Simply Salford Blog

Why Data Scientists Split Data into Train and Test

Posted by Dan Steinberg on Mon, Mar 3, 2014 @ 07:47 AM

Newcomers to Data Science frequently wonder why we insist on partitioning data into separate roles of learn (aka train) and test rather than just working with all of the data. As we have recently received a number of  questions related to this topic we decided to put together a series of blog posts to help clarify the topic and the issues. 

In every day business intelligence settings we typically search for answers to relatively simple questions usually posed as queries to a database. How many 16 oz. tins of Fruto do Mar tuna fish did we sell last week in each of our large format grocery stores? How many visitors did we get to our website yesterday? For such questions it would not make much sense to partition the data; in fact,  our questions require us to use all of it. Although we are focused on the real world, if we are given trustworthy data, we can think of the questions as being primarily about the data. Answers in the form of descriptions and summaries of data are exactly what we are looking for. We ought to have no reason to doubt or be skeptical about the answers that our, queries generate, and if we do, we probably have some very straightforward ways to fix any problematic data.
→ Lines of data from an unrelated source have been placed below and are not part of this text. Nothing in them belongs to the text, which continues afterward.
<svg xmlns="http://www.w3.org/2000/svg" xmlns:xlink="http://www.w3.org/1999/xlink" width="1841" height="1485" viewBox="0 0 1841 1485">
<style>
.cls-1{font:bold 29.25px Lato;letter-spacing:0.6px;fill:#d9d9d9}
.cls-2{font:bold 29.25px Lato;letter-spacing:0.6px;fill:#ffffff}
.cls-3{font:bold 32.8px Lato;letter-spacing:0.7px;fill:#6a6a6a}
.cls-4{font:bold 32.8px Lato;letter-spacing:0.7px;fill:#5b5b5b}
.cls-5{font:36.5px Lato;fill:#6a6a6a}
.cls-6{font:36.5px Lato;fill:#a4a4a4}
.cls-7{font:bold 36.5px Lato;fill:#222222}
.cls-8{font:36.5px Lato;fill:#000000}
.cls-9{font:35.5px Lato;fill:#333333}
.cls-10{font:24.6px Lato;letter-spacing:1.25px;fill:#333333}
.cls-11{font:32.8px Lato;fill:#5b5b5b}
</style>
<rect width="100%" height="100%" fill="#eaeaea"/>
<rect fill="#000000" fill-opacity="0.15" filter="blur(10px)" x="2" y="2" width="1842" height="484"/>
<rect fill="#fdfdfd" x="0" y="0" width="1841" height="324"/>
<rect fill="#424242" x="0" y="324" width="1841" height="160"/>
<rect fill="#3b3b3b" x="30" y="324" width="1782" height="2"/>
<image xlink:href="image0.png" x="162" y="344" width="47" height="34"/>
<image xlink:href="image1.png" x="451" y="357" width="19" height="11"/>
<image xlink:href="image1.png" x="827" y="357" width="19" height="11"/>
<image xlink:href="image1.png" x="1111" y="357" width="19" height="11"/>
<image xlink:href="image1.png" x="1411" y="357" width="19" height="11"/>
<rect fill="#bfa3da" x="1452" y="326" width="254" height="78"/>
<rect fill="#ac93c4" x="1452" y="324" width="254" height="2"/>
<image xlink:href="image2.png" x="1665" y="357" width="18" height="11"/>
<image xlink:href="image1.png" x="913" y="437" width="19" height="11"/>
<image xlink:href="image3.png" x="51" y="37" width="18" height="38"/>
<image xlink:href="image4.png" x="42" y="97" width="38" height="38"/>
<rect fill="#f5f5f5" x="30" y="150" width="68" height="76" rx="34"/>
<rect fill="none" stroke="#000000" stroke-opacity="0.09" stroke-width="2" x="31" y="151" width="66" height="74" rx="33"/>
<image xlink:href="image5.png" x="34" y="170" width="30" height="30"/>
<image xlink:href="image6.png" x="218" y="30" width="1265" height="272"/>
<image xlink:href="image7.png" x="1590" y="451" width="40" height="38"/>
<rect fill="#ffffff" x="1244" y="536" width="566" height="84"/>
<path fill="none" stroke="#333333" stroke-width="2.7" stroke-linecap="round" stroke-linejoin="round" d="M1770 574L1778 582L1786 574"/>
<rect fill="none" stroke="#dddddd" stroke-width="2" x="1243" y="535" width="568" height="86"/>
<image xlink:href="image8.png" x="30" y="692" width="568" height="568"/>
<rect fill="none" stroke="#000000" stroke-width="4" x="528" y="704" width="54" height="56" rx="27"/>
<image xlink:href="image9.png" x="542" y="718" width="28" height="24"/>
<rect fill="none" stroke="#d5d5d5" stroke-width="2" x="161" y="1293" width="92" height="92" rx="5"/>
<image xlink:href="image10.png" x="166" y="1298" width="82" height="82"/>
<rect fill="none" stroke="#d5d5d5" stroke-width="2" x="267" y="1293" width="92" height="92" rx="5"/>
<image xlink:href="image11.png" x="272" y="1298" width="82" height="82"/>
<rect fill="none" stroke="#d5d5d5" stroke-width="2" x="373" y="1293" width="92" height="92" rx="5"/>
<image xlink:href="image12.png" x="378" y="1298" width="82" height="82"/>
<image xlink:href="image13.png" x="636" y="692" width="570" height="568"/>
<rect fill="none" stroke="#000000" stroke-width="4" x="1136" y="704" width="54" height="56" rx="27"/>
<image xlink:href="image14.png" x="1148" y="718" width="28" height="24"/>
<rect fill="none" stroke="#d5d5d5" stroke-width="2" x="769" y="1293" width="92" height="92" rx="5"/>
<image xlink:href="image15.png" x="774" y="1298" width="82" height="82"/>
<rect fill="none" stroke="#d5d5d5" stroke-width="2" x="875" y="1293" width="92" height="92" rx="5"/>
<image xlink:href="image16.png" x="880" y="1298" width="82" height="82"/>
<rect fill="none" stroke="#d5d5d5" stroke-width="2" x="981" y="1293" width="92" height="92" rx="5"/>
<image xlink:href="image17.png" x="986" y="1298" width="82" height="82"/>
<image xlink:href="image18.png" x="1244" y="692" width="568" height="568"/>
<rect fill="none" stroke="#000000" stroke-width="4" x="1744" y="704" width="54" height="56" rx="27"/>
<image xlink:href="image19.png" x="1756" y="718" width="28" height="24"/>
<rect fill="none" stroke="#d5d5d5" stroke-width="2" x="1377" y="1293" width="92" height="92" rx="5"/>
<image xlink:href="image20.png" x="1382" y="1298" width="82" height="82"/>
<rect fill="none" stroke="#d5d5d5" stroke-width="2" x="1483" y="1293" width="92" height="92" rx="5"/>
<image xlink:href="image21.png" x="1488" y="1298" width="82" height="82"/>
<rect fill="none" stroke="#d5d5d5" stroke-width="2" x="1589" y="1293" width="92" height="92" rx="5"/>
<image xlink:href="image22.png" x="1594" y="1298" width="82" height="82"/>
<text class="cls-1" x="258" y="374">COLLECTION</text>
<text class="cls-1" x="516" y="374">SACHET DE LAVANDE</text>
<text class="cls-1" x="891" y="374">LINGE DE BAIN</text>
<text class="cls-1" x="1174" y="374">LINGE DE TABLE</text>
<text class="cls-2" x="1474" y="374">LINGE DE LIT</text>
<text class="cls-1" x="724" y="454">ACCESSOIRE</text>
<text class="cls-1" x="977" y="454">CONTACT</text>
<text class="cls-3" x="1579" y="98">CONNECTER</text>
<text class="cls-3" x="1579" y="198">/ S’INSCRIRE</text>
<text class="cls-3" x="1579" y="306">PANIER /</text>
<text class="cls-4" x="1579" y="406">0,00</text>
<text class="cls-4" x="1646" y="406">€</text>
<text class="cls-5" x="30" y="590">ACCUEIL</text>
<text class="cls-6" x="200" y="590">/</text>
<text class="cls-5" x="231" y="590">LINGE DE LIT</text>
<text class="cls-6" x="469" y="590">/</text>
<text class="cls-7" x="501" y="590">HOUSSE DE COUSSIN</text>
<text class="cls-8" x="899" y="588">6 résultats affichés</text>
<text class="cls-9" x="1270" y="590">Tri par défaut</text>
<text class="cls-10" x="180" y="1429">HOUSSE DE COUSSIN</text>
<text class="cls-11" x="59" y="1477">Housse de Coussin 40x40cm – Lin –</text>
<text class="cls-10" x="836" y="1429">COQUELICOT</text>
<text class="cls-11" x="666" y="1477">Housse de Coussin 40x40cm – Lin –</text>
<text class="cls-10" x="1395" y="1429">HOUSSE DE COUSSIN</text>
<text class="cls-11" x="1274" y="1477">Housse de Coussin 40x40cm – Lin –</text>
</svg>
When our objective turns to prediction, and in particular towards the development of predictive models, we will typically use our models to guide many decisions, and to make hundreds, thousands, or even billions of predictions. With a predictive model our principal focus is no longer on the data but on a type of theory about reality. Here we have every reason to be cautious, if not skeptical, as we are going considerably beyond the confines of descriptive statements about our data. Predictions by their very nature lead us into unknown territory; we commit to statements about what has not yet happened, in contrast to typical business intelligence queries that are about what has already happened. If we develop predictive models  we must have a way to assess their accuracy, reliability and credibility. 

When we say that we want to assess the quality of a predictive model we are saying we would like to know what will happen if we commit to the use of a model in making predictions. Will our predictions be relatively close to the actual outcomes we eventually get to see? When predictions are incorrect approximately how large are our prediction errors? Will our model make consistent errors, such as always over-predicting the outcome for an identifiable group of entities? These are common sense questions but the underpinnings of the correct answers are technically challenging to follow. 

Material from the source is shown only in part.